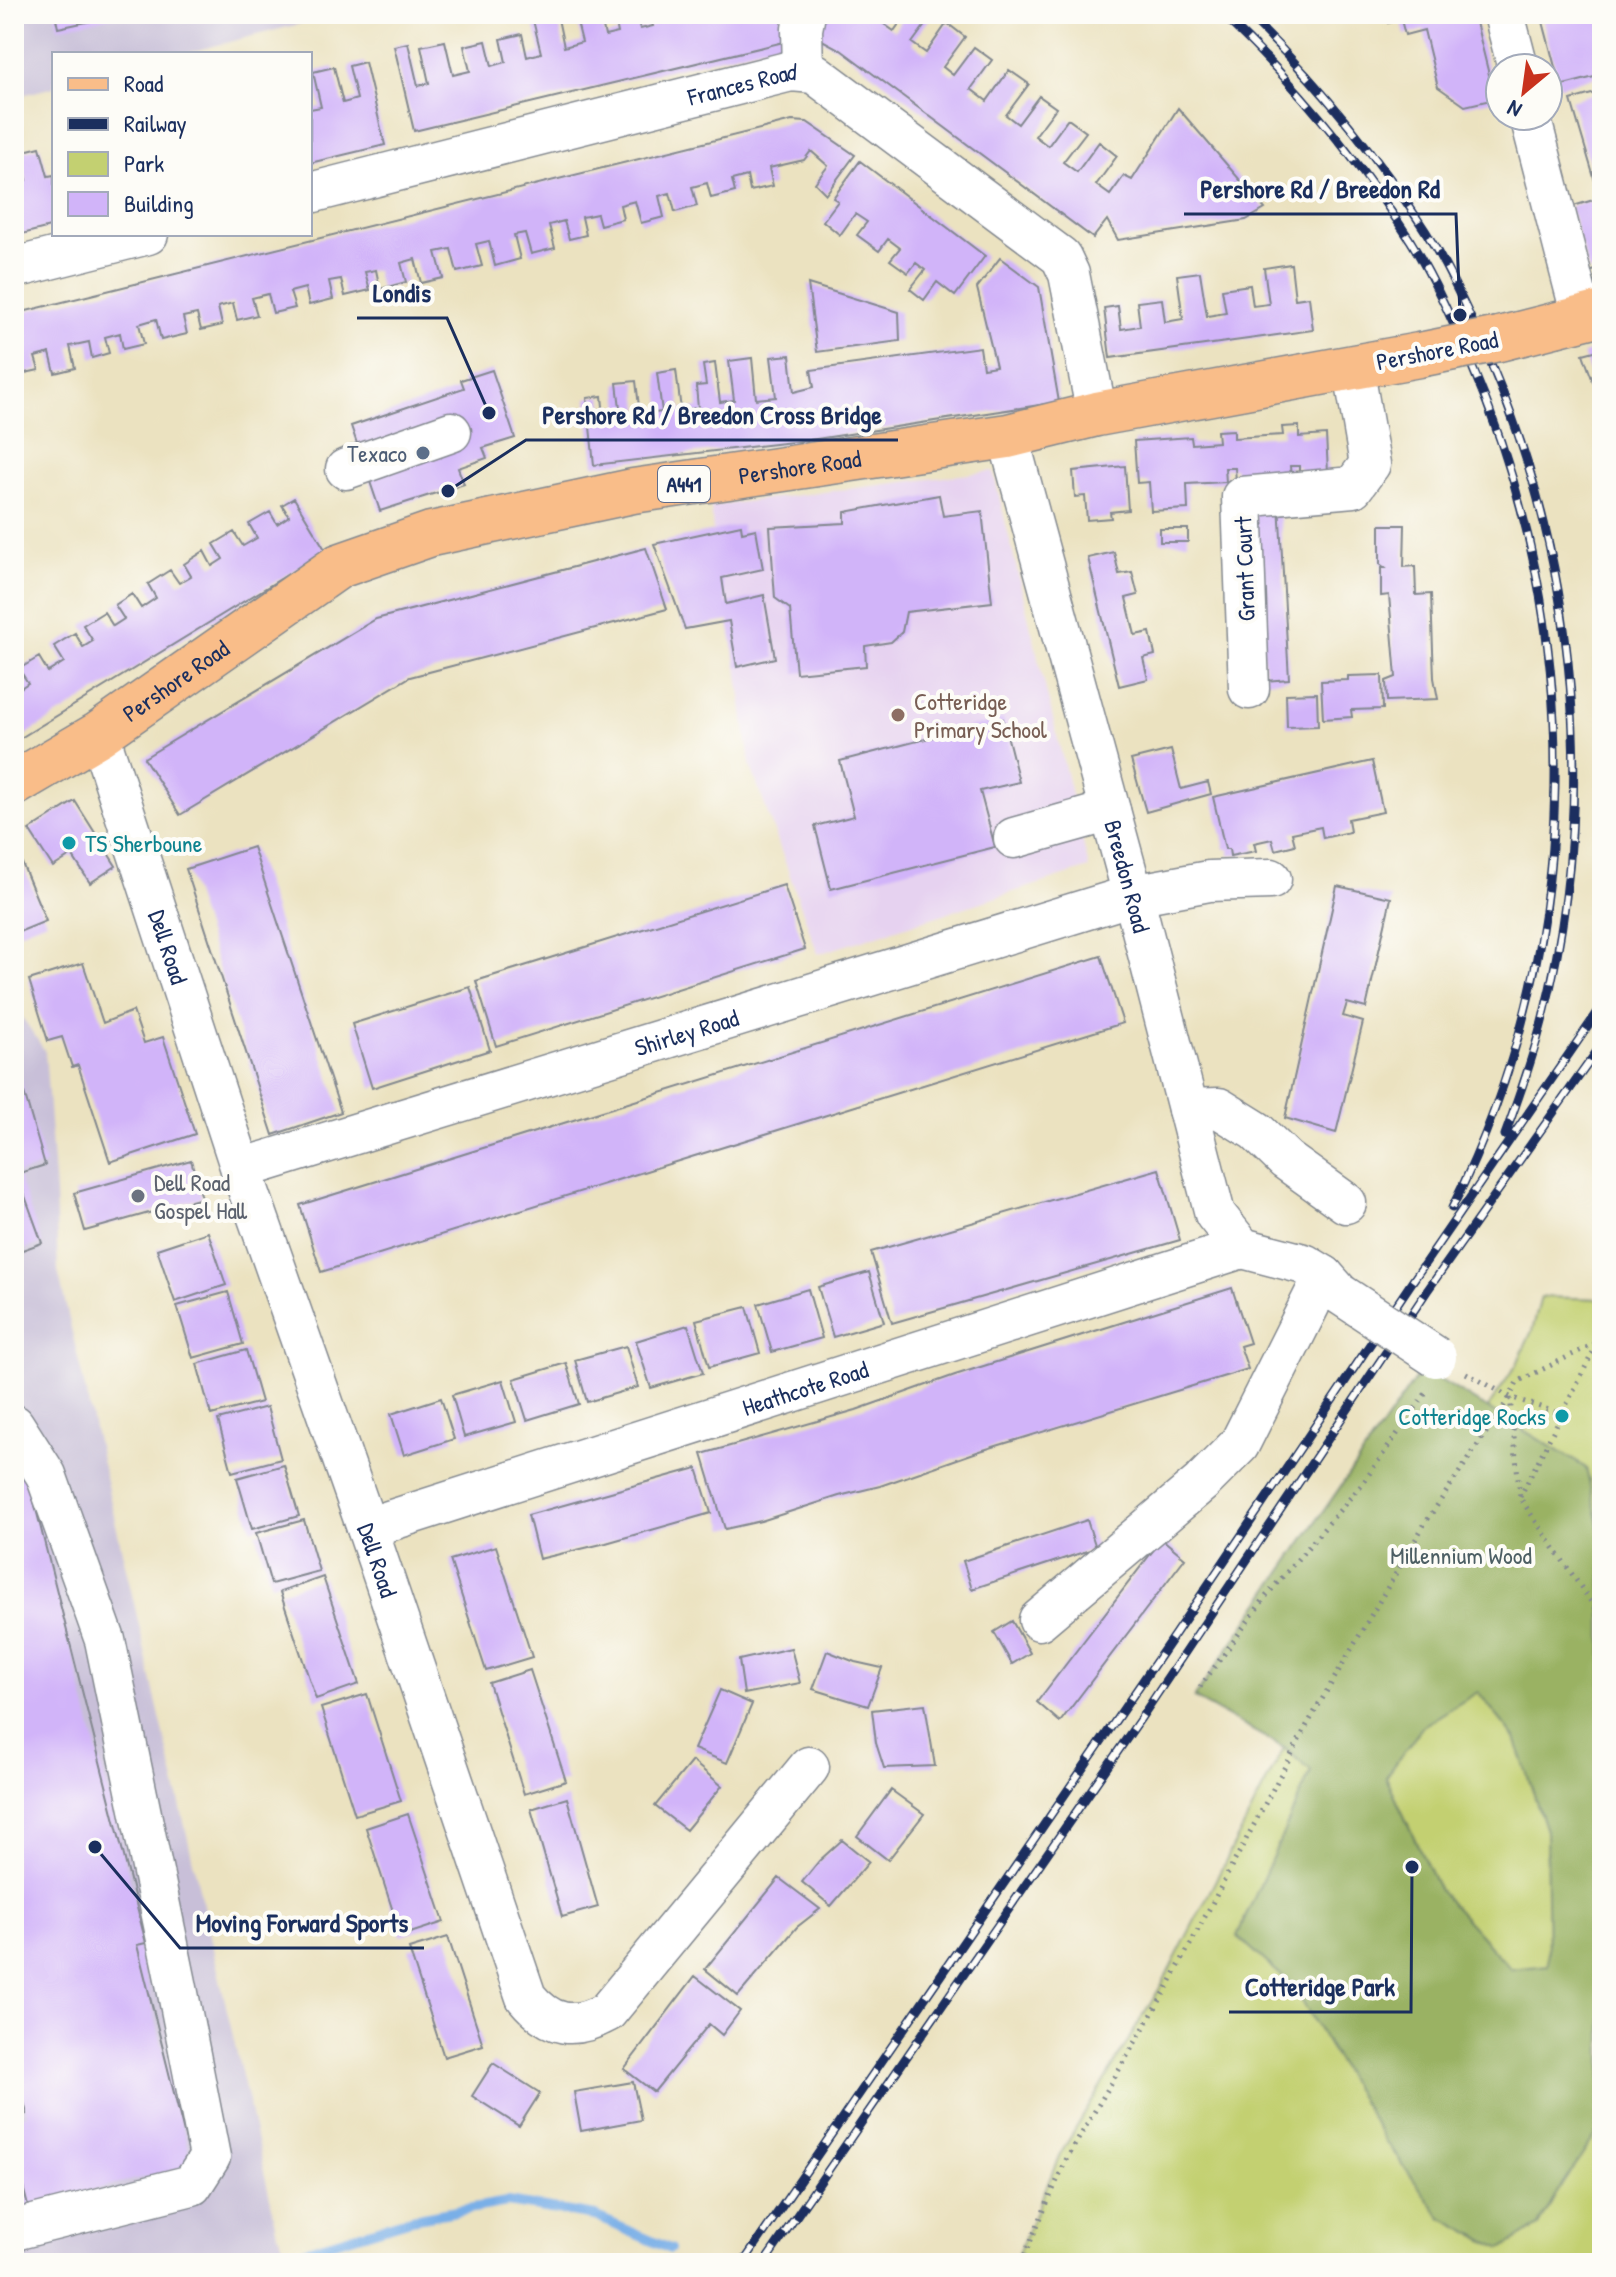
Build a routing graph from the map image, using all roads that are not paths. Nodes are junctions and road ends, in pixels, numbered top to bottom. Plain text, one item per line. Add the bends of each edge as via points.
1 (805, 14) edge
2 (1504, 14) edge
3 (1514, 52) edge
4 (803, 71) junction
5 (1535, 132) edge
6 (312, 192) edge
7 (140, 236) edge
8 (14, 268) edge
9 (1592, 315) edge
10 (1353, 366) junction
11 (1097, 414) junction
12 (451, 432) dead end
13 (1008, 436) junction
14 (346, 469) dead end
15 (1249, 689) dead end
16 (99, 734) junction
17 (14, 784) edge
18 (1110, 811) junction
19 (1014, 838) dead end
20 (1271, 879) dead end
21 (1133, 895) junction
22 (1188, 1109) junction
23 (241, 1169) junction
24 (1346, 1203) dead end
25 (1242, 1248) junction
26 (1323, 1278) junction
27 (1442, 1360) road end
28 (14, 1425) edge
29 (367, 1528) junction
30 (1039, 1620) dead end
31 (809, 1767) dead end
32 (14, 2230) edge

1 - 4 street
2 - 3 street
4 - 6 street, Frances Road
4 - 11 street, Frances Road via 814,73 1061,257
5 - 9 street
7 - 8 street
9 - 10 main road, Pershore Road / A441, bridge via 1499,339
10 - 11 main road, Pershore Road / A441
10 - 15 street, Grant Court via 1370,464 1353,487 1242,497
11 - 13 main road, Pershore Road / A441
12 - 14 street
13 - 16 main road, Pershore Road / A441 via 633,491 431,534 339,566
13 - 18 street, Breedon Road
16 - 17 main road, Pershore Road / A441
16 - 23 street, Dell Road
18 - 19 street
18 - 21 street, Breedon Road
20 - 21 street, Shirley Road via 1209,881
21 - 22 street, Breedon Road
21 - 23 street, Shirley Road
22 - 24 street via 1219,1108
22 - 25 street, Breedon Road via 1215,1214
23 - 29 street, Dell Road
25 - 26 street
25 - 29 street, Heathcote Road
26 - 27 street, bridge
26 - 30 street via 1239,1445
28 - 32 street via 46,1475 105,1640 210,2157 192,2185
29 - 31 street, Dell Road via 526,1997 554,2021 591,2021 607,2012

---

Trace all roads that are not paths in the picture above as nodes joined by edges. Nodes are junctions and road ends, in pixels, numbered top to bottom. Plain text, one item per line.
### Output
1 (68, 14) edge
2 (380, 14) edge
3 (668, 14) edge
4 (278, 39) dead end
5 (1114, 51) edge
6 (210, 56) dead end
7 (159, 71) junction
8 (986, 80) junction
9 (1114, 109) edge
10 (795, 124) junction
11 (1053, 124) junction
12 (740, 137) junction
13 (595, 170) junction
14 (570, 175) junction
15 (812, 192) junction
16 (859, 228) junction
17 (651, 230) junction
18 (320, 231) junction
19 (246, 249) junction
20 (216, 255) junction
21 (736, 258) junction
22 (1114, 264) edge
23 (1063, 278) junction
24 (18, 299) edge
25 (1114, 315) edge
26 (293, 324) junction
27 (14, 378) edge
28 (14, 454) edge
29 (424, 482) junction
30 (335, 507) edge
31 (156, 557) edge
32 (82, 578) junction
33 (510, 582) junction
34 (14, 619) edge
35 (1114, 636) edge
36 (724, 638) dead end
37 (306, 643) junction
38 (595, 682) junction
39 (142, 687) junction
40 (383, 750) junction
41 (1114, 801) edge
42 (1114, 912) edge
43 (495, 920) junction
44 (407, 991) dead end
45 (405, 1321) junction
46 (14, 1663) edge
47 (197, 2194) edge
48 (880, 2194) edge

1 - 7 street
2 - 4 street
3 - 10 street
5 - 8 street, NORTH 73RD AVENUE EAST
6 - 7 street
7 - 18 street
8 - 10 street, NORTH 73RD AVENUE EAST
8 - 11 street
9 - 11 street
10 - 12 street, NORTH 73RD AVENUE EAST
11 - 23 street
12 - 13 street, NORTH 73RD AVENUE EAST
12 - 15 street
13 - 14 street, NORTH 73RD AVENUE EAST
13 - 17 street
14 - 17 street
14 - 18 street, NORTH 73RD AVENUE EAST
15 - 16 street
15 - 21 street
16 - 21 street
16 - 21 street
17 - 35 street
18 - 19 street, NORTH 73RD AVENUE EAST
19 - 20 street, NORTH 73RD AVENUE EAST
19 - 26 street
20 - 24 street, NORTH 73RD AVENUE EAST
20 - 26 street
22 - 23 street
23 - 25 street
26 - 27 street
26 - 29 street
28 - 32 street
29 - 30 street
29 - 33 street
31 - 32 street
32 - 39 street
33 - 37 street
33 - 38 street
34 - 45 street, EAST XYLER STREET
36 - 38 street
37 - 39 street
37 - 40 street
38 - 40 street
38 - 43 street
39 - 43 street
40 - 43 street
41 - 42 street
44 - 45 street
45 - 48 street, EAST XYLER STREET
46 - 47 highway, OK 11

---

**Problem details**. Look at the records above. Copy every line where the string "Shirley" occurs.

**Task response**.
20 - 21 street, Shirley Road via 1209,881
21 - 23 street, Shirley Road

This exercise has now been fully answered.